■ Your goal
Return every line of the records that includes the string "roads".
'''
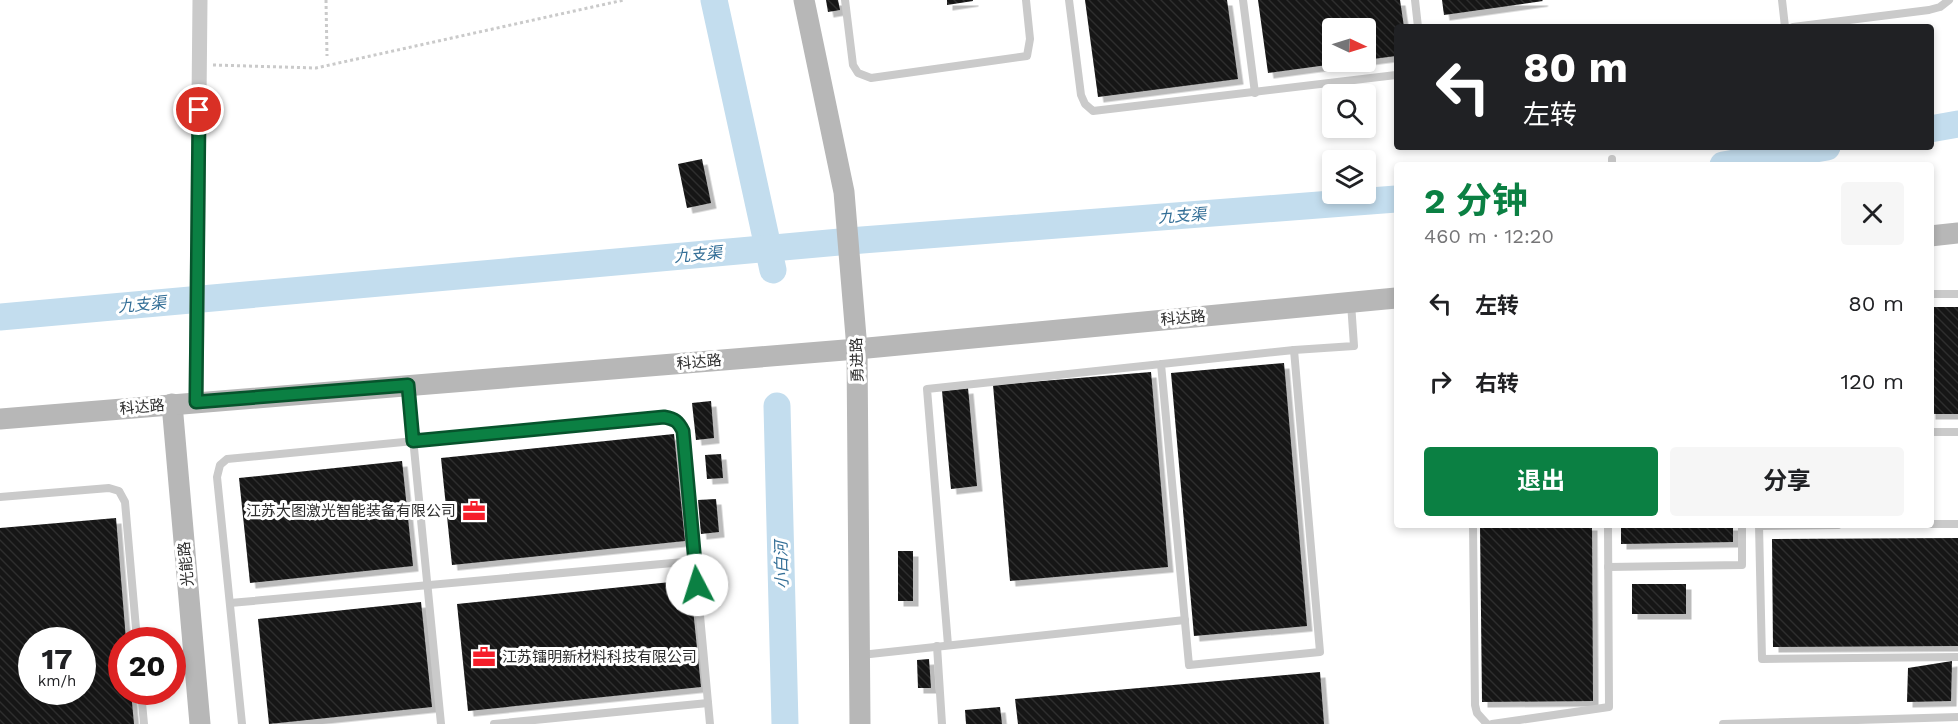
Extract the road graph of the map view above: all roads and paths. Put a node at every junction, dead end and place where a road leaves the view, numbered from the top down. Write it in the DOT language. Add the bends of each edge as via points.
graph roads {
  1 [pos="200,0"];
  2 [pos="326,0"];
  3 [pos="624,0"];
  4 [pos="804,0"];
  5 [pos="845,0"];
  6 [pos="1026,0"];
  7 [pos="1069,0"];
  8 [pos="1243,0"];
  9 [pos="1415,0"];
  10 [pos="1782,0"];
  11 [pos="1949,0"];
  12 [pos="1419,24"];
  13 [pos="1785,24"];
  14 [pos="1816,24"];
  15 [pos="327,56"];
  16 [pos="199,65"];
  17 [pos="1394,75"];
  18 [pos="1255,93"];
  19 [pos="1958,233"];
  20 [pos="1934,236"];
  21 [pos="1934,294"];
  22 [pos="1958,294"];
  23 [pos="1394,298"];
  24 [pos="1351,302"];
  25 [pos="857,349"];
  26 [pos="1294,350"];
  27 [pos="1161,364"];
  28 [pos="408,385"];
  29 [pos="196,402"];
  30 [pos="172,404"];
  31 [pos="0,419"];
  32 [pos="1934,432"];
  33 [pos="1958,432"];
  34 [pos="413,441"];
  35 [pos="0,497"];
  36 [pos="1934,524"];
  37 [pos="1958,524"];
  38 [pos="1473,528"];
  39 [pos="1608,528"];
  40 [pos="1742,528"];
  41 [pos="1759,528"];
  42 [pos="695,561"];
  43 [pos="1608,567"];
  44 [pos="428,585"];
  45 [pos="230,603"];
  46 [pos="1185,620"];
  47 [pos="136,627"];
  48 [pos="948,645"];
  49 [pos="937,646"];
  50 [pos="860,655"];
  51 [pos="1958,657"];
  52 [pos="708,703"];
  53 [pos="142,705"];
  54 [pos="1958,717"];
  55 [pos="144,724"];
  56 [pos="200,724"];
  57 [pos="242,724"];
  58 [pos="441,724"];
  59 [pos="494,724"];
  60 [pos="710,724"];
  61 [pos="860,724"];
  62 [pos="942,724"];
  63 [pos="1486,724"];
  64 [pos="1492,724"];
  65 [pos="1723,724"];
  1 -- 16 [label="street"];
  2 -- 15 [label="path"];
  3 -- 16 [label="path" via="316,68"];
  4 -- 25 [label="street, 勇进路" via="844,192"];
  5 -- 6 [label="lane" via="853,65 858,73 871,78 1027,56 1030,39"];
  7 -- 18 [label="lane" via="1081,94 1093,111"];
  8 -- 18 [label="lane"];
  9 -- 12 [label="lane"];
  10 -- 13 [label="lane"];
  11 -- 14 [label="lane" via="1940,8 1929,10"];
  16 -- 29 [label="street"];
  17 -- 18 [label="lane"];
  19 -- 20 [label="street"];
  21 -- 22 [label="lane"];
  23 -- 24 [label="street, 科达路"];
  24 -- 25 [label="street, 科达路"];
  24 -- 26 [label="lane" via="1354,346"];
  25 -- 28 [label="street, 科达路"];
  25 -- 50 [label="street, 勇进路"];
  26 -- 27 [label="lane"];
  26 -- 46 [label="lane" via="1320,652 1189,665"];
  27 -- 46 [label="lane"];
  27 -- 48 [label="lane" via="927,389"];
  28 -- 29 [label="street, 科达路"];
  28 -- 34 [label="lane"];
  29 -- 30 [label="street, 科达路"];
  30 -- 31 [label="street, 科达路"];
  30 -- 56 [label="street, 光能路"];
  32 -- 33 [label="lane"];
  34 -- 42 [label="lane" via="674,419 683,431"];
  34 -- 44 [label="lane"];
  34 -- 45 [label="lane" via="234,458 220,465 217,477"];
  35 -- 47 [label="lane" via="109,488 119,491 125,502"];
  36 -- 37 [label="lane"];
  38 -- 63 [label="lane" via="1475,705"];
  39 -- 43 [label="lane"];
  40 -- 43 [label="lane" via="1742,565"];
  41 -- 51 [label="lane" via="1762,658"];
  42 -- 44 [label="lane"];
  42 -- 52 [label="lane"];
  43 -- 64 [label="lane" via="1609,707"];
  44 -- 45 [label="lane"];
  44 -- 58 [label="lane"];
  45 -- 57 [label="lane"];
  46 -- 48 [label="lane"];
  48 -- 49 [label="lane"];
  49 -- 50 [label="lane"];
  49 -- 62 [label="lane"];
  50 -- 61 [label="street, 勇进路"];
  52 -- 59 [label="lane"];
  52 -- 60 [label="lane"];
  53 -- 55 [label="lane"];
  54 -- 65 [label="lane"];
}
'''
■ Answer box
Extract the road graph of the map view above: all roads and paths. Put a node at every junction, dead end and place where a road leaves the view, numbered from the top down. Write it in the DOT language. Add the bends of each edge as via points.
graph roads {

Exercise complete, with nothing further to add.